Kurz darauf stand ihr Mann auf, so dass sie sich auch erhob. Der andere Mann blieb sitzen. Annis Mann nahm die Hand des Gastgebers, legte kurz seine Stirn auf dessen Handrücken und sagte dazu etwas. Dann gab er ihr ein Zeichen, das gleiche zu tun. Die Hand des Mannes wirkte kraftlos und ganz knochig. Anni verneigte sich und machte dasselbe wie zuvor ihr Mann. Dann schritt er zu dem einzigen angrenzenden Raum, in dem eine Art Matratze lag und legte ein Kuvert unter das Kissen. Wieder bei ihr bat er sie: »Würdest Du noch der Frau auf Wiedersehen sagen?«
Also schritt sie auf die Frau zu, nahm ihre Hand: »Danke für das leckere essen und ihre Gastfreundschaft. Ich wünsche dir und deinem Mann alles Gute und gute Gesundheit.« Dabei sah Anni hinüber zu dem kranken Mann. Die Frau umarmte Anni und als sie wieder losliess, waren Tränen in ihren Augen. Dann ging sie auf Annis Mann zu, nahm seine Hand und legte ihre Stirn auf seinen Handrücken. Dann verliessen sie Beide die Hütte und stiegen draussen ins Auto.
Ihr Mann startete und fuhr los. Anni konnte nicht mehr an sich halten und fragte: »Warum verabschiedet ihr euch so?«
»Das ist die Tradition. Weil er älter ist, zeigen wir so unseren Respekt.»

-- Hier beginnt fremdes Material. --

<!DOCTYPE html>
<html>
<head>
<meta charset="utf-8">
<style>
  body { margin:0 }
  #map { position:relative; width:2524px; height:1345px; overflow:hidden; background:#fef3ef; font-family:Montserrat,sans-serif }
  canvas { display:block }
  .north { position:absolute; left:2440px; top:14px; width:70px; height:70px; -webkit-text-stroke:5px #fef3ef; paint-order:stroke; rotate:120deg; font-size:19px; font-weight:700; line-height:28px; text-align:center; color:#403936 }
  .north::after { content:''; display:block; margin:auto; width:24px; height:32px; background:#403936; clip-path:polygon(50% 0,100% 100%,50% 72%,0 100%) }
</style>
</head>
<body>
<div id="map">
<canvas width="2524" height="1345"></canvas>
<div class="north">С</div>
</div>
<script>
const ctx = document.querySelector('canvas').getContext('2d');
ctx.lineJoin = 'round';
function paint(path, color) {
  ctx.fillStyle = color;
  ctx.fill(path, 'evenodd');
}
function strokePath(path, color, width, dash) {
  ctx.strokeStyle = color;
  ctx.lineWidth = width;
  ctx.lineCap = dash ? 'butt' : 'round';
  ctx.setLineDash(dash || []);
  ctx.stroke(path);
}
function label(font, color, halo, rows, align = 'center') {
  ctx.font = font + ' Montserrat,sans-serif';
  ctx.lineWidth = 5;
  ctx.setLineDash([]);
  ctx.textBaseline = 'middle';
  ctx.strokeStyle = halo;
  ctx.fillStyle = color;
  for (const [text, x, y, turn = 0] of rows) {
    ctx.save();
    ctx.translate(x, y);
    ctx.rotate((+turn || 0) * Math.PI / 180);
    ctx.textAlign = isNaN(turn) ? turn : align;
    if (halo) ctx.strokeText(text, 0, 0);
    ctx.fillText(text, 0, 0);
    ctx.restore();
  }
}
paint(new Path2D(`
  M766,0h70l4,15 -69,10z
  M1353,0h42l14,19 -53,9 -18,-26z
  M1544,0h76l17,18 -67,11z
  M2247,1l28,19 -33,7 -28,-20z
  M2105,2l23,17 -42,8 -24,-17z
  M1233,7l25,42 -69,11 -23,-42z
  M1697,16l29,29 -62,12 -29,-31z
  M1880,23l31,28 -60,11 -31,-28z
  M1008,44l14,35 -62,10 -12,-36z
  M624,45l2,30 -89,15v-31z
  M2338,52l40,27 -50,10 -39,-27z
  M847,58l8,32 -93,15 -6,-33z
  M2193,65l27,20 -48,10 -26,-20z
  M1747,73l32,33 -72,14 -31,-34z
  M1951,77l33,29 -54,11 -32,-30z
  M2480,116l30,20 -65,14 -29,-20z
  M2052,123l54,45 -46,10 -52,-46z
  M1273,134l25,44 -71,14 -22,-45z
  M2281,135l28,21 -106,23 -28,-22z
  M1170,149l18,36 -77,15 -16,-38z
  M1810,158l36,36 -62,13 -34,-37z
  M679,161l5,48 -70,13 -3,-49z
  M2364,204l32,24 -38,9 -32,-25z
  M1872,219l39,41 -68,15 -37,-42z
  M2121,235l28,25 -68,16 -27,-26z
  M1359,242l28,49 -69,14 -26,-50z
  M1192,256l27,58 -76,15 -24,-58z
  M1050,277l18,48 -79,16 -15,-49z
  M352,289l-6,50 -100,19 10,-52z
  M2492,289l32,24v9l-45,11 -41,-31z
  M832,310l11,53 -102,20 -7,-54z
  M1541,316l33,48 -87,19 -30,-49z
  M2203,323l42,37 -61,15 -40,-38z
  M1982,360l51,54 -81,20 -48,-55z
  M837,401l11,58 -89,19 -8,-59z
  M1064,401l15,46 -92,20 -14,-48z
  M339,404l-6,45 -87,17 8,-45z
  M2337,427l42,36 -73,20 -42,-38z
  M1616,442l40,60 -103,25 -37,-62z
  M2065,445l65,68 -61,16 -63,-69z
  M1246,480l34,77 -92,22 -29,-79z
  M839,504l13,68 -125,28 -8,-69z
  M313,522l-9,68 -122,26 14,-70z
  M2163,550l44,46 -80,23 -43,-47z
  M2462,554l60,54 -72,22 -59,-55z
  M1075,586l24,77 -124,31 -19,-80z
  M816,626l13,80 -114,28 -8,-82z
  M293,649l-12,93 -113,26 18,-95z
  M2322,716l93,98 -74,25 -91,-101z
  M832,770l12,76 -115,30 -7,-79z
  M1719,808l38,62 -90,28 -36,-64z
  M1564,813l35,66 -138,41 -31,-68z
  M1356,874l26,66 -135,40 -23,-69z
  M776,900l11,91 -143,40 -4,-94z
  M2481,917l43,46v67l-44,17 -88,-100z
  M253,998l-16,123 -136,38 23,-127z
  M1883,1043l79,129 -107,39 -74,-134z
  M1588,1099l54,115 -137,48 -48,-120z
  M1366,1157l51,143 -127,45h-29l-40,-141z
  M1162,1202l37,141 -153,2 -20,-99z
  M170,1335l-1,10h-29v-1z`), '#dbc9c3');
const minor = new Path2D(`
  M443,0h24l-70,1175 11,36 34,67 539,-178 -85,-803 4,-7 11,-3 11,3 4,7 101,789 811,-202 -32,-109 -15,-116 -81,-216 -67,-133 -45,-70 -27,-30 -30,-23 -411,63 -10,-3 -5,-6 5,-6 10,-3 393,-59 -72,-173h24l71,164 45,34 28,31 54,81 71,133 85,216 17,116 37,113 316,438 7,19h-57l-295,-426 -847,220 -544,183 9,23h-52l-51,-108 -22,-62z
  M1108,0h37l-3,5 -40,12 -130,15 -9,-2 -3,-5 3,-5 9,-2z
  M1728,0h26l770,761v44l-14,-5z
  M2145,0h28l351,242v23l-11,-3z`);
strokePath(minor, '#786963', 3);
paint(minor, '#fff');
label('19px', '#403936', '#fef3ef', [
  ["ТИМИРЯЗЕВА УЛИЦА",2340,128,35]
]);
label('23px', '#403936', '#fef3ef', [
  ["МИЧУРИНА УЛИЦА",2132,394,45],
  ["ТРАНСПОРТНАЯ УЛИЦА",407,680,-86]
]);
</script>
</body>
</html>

»Wenn deine Familie bei uns zu Besuch kommt, macht ihr das aber nie?«
»Ja Anni, wir haben viel von eurer Kultur angenommen. Aber diese Leute hier leben noch ganz in ihrer Tradition.«
«Was hast du denn diesen Leuten unter das Kissen gelegt?«
Stille dann: »Geld.«
»Geld?«
»Ja, Anni. Der Mann braucht dringend eine Operation, ansonsten stirbt er. Hier gibt es für arme Menschen keine Krankenversicherung. Sie haben fünf Kinder. Das älteste davon ist zwölf.«
»Fünf Kinder? Wo waren die denn? Und wo schlafen sie alle?«
»Die mussten draussen bleiben, damit wir ihr Essen bekommen können. Schlafen tun die Grösseren im Stall und die Kleinen bei ihren Eltern.«
Anni wurde es ganz eigenartig zu Mute. Sie war schockiert: »Im Stall? Warum mussten denn die Kinder auf das Essen verzichten?«
»So ist die Tradition. Es hat nicht für alle gereicht. Auch das Geld hätten sie nie angenommen, wenn ich es ihnen direkt gegeben hätte. Dafür sind sie viel zu stolz.«
»Genügt denn das Geld was du ihnen gegeben hast?«
»Ja Anni. Wenn sie die OP bezahlt haben, können sie damit ein Haus und dazu einen Brunnen mit sauberem Wasser bauen. Wir wissen ja nicht, ob die OP gut verläuft. So ist wenigstens die Existenz der Frau und ihren Kindern zusätzlich etwas abgesichert.«
Anni sah ihren Mann voller Bewunderung an.